A estas alturas del año durante los últimos treinta, sale a luz la publicación del libro "The Best American Sports Writing".

Cada mes de diciembre, una serie iniciada en 1991 por Glenn Stout como editor y un invitado anual que se encarga de recibir y curar cada uno de los textos que serán parte del libro, permiten tener a la mano una selección de las mejores piezas escritas en uno de los países que mejor saben hacerlo: Estados Unidos.

El prólogo de la edición correspondiente al 2020 contiene una pésima noticia que es al mismo tiempo un obituario: es la última vez que se publica.

Esto quiere decir que no habrá una pieza más de las 750 que han desfilado en la serie, en la que han sido distinguidas 400 plumas.

Todas ellas han sido publicadas en idioma inglés, y en medios impresos -o digitales en los últimos tiempos- de Estados Unidos o Canadá.

Pese a que la memoria es mala consejera, podría asegurarse que la primera vez que es seleccionada una pieza sobre el deporte mexicano es precisamente en la publicación final del libro: "Mientras la frontera sangra, Juárez observaba el partido que esperó durante nueve años", escrita por Roberto José Andrade Franco para Deadspin.

Mas allá del lamento personal porque se termina una colección completada en un anaquel de casa a través del tiempo, hay uno más preocupante que comparte Jackie MacMullan, la editora de libro de este año.

La pandemia ha arrasado con muchas cosas y casi todas son de lamentación diferida: tardaremos mucho en saber exactamente todo lo que se ha perdido, además de la gente cuya vida fue arrebatada.

Nuestra cultura, la manera de hacer nuestro trabajo y la calidad de nuestras vidas -dice MacMullan- serán evaluadas por el tiempo.

Sin embargo el extravío de varias herramientas indispensables para hacer buen periodismo había sucedido desde antes.

El acceso a vestidores después de un partido o las entrevista uno a uno con los grandes personajes del deporte quedaron suspendidas por las medidas de sanidad, pero también porque hoy, muchos de ellos sienten que con tener sus propios canales de comunicación y sus "marcas" -así, entre comillas- les es suficiente para sustituir a las grandes plumas que cuentan sus historias, contextualizan su presente y dan dimensión correcta a su pasado.

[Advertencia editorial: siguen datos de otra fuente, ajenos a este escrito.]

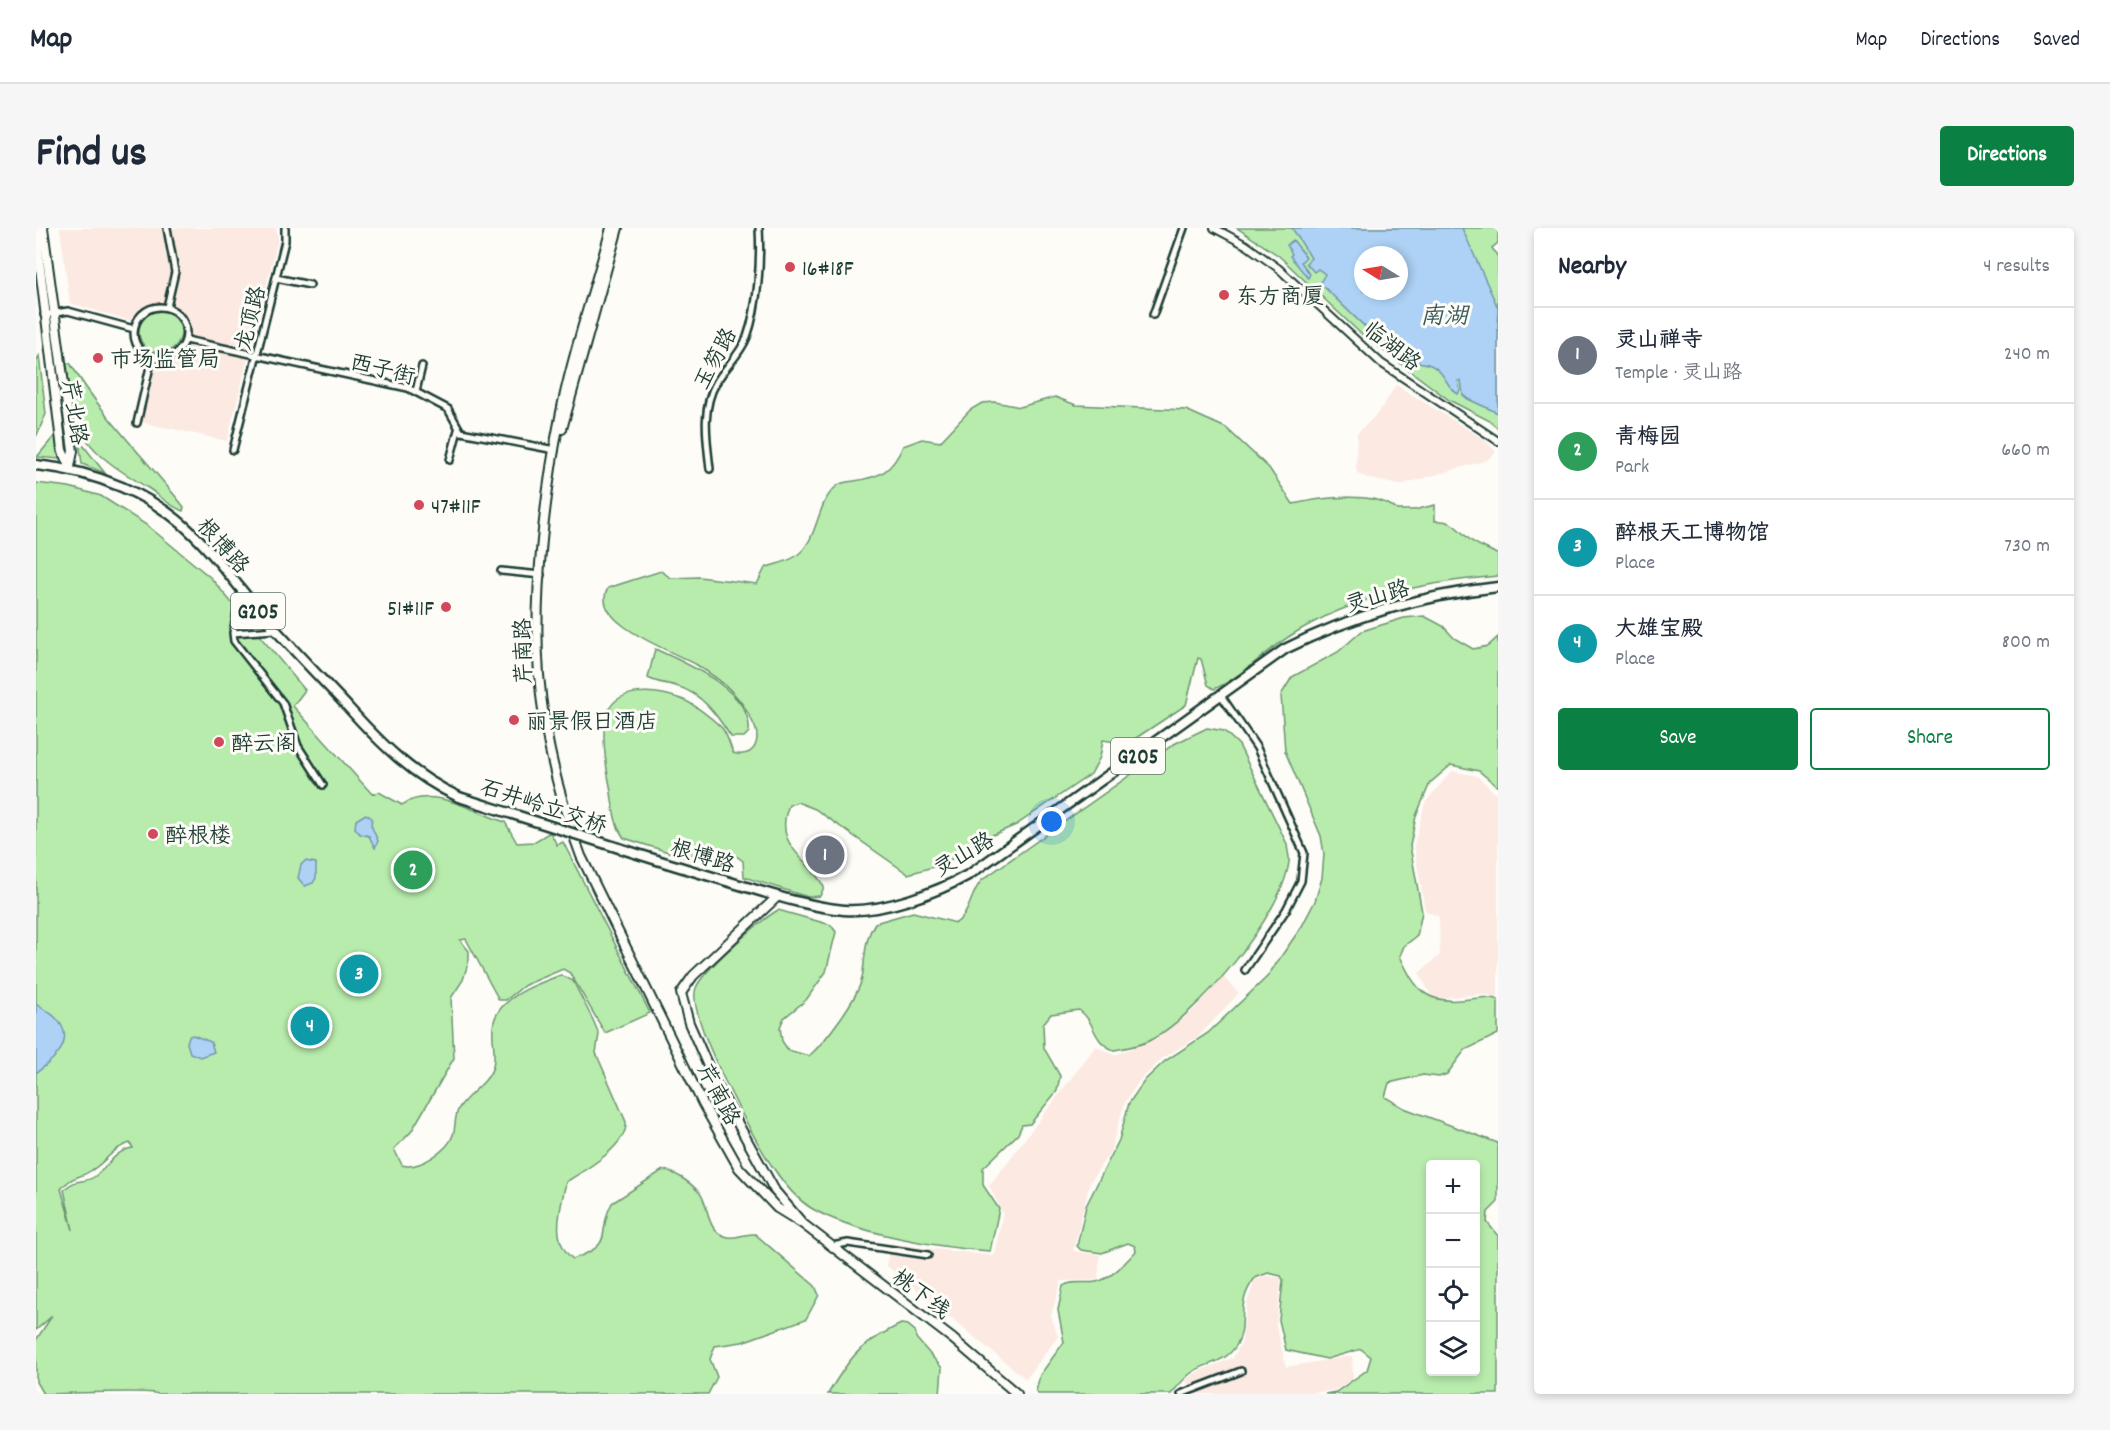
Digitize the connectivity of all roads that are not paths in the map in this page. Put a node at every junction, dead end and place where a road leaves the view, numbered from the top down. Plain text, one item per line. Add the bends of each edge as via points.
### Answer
1 (38, 228) edge
2 (43, 228) edge
3 (167, 228) edge
4 (285, 228) edge
5 (611, 228) edge
6 (618, 228) edge
7 (759, 228) edge
8 (1184, 228) edge
9 (1214, 228) edge
10 (276, 278) junction
11 (310, 285) dead end
12 (167, 307) junction
13 (56, 312) junction
14 (44, 315) junction
15 (1153, 315) dead end
16 (134, 329) junction
17 (186, 339) junction
18 (256, 357) junction
19 (152, 358) junction
20 (422, 366) dead end
21 (416, 391) junction
22 (137, 423) dead end
23 (458, 430) junction
24 (1498, 441) edge
25 (233, 450) dead end
26 (555, 450) junction
27 (450, 460) dead end
28 (36, 465) edge
29 (70, 468) junction
30 (710, 469) dead end
31 (501, 572) dead end
32 (541, 574) junction
33 (1498, 587) edge
34 (241, 590) junction
35 (275, 630) junction
36 (234, 633) junction
37 (1220, 694) junction
38 (322, 785) dead end
39 (459, 797) joint
40 (618, 848) joint
41 (778, 896) junction
42 (1245, 969) dead end
43 (803, 1224) junction
44 (831, 1246) junction
45 (928, 1256) dead end
46 (1241, 1371) dead end
47 (1017, 1394) edge
48 (1181, 1394) edge

1 - 14 main road, 芹北路
2 - 13 main road, 芹北路
3 - 12 street via 175,272
4 - 10 street, 龙顶路
5 - 26 main road, 芹南路 via 561,411
6 - 26 main road
7 - 30 street, 玉笏路 via 758,277 747,337 716,384 708,406
8 - 15 street
9 - 24 street, 临湖路 via 1278,268 1381,363
10 - 11 street
10 - 18 street, 龙顶路
12 - 16 street via 158,306 142,313
12 - 17 street via 175,310 185,323
13 - 14 street
13 - 16 street via 68,311
13 - 29 main road, 芹北路 via 73,451
14 - 29 main road, 芹北路 via 62,450
16 - 19 street via 136,344
17 - 18 street, 西子街
17 - 19 street via 177,354 160,360
18 - 21 street, 西子街
18 - 25 street, 龙顶路
19 - 22 street
20 - 21 street
21 - 23 street, 西子街 via 448,409
23 - 26 street
23 - 27 street
26 - 32 main road, 芹南路
28 - 29 highway, 根博路 / G205
29 - 34 highway, 根博路 / G205 via 139,495 173,516 195,535
31 - 32 street
32 - 43 main road, 芹南路 via 538,645 543,709 567,819 581,856 703,1104 739,1168 777,1208
33 - 37 highway, 灵山路 / G205 via 1435,597 1328,627 1285,649
34 - 35 highway, 根博路 / G205
34 - 36 street
35 - 36 street
35 - 39 highway, 根博路 / G205 via 400,761
36 - 38 street via 234,640 283,704 298,746
37 - 41 highway, 灵山路 / G205 via 1042,825 956,882 910,899 855,910
37 - 42 street via 1257,748 1304,853 1301,881
39 - 40 highway, 石井岭立交桥 / G205, bridge
40 - 41 highway, 根博路 / G205
41 - 43 main road via 693,976 681,993 693,1033 750,1149 775,1191
43 - 44 main road, 桃下线
44 - 45 street via 848,1243
44 - 47 main road, 桃下线
46 - 48 street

Nuestros medios, atendiendo a las demandas de un sesgado análisis de sus consumidores, en general tienen prisa, poco espacio y escasos recursos para ir un poco más allá de la declaración del día o la polémica de moda.

Hacer lo contrario es remar contra la corriente del grito, el "show" y la inmediatez. Nunca antes fuimos tan triviales ni nuestra vocación tan amenazada.

La desaparición de la serie referida es un mensaje que hace mayor aún el luto irremediable de un año asqueroso.